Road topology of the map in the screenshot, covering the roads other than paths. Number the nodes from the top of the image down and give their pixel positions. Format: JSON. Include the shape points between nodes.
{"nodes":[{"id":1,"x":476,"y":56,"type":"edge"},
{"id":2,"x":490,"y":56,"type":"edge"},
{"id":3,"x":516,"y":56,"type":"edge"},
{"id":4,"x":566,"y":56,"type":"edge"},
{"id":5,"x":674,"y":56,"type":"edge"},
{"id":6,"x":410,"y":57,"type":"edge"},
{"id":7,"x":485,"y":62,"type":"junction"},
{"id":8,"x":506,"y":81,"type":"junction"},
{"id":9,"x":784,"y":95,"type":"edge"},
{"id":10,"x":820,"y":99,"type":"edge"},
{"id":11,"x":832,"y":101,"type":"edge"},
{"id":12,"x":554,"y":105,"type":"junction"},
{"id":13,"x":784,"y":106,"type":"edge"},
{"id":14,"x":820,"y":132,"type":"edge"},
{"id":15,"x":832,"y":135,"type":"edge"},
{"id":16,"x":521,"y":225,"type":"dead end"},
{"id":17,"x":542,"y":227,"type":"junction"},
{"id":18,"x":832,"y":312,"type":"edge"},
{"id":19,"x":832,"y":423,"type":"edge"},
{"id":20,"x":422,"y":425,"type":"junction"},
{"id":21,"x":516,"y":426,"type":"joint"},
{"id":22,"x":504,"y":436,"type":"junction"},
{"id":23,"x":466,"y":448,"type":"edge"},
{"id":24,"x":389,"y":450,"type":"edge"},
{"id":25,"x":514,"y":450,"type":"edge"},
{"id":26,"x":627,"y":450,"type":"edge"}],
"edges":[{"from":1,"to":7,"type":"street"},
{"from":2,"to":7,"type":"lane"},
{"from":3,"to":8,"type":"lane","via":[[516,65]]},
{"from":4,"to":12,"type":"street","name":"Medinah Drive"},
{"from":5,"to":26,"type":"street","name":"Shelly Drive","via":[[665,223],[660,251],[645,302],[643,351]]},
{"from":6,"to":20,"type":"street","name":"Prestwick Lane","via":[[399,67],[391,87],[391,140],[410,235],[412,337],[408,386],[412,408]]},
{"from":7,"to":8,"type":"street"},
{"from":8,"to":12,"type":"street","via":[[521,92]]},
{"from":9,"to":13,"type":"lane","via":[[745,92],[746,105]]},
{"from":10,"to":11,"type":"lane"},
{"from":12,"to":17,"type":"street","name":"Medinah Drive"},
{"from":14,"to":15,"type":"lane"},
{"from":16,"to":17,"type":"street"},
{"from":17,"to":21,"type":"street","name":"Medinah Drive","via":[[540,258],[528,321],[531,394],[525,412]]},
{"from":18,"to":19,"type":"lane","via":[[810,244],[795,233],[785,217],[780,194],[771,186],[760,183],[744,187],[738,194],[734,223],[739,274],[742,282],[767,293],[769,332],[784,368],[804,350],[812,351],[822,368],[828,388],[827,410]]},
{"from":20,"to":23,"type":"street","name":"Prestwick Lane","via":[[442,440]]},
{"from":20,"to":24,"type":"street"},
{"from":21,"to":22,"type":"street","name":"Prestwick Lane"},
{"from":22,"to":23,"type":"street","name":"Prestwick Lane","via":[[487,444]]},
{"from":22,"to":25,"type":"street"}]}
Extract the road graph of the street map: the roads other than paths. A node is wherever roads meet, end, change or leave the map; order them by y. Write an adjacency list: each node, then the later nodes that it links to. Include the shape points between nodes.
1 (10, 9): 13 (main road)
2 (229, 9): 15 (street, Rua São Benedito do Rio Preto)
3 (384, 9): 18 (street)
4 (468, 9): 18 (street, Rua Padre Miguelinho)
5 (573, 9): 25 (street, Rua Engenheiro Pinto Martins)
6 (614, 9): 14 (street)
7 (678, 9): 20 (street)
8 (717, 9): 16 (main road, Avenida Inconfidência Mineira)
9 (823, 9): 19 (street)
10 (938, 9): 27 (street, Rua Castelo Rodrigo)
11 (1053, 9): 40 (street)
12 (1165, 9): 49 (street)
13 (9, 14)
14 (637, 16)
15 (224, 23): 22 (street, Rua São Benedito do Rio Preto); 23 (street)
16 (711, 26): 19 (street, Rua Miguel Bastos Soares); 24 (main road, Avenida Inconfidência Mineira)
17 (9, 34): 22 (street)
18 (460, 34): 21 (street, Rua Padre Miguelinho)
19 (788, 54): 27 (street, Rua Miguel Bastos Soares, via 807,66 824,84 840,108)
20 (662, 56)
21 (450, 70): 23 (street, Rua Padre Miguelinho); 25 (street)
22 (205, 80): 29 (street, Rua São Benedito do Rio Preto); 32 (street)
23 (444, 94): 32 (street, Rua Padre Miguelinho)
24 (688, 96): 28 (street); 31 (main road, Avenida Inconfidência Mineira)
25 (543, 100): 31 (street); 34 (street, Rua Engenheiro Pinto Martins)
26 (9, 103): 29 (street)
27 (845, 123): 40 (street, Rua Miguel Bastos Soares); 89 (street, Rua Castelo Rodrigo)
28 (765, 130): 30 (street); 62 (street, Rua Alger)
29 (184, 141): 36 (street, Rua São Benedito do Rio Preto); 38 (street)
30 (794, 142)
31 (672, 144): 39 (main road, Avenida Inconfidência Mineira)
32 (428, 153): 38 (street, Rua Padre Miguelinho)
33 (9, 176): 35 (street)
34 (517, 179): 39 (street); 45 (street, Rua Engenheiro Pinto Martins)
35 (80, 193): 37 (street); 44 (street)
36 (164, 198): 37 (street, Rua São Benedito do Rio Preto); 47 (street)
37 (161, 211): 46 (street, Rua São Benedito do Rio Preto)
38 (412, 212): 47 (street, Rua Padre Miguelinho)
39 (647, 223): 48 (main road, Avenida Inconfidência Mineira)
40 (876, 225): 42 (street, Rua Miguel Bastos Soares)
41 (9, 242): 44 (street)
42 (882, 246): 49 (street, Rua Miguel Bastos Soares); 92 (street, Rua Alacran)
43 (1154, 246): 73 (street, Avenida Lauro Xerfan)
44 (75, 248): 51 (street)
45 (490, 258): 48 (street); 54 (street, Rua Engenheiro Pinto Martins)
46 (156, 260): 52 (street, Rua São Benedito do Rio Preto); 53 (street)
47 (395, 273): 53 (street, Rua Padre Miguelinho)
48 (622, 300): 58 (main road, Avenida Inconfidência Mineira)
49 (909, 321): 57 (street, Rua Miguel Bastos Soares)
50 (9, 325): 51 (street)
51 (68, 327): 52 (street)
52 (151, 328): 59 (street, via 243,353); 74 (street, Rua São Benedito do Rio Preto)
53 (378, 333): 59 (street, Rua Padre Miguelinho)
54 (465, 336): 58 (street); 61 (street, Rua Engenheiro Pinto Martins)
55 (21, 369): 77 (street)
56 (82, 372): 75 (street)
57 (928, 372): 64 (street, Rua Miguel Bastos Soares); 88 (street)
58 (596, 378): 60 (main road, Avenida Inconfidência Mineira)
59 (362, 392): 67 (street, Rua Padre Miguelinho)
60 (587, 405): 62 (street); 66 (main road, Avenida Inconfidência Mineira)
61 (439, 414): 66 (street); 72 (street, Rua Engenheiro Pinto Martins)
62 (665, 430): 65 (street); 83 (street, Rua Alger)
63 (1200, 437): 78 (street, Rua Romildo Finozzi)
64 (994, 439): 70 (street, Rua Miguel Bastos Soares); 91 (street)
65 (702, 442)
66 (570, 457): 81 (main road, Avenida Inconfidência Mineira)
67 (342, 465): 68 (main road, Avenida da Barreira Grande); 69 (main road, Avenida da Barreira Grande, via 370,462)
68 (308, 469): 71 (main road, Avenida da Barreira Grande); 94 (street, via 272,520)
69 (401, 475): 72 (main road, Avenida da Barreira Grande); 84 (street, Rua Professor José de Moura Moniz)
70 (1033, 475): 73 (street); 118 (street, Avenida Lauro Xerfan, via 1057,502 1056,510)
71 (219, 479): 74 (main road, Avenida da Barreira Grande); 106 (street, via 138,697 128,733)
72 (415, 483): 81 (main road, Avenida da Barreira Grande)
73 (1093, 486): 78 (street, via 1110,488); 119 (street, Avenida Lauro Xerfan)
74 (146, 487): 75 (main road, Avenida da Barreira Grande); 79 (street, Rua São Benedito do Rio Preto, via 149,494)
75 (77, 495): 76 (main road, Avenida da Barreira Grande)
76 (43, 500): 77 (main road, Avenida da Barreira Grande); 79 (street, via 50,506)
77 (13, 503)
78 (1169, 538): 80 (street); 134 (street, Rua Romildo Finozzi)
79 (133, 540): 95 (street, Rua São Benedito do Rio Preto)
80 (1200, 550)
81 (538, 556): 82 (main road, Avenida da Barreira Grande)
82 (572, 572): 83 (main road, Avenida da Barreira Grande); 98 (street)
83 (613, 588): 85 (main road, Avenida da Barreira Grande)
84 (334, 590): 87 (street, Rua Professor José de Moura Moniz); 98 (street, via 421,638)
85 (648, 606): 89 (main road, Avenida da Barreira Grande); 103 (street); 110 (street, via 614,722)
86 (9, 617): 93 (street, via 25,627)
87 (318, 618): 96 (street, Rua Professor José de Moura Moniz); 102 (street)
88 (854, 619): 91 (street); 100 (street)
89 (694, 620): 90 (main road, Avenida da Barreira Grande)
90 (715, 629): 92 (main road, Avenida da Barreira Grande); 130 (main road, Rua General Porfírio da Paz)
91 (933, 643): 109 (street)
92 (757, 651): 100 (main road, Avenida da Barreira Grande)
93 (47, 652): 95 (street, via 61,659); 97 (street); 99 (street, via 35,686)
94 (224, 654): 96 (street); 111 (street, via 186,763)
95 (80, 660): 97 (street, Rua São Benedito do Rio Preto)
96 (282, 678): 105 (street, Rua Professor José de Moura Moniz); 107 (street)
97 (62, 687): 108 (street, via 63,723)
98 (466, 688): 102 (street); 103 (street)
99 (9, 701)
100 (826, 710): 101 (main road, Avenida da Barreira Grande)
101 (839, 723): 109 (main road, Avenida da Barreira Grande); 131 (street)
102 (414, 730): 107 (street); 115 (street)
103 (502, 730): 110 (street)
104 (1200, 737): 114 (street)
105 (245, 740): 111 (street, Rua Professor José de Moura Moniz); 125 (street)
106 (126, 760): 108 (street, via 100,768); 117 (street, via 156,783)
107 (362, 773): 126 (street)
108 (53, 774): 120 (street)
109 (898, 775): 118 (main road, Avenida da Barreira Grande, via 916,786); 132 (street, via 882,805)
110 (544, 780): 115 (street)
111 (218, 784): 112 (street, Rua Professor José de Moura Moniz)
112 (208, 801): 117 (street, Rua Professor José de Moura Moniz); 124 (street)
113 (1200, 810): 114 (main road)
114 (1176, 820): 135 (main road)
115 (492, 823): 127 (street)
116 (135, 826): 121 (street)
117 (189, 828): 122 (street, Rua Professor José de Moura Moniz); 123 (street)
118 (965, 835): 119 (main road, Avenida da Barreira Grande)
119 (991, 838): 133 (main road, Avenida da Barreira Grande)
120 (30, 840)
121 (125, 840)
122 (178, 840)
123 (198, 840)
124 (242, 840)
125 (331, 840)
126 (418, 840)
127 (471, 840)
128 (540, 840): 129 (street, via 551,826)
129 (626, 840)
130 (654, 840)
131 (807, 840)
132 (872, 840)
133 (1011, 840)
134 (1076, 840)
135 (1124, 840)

**What is being asked**
Please count the lines above that contain the word "Castelo", and reply with the number alone.

**Solution to the exercise**
2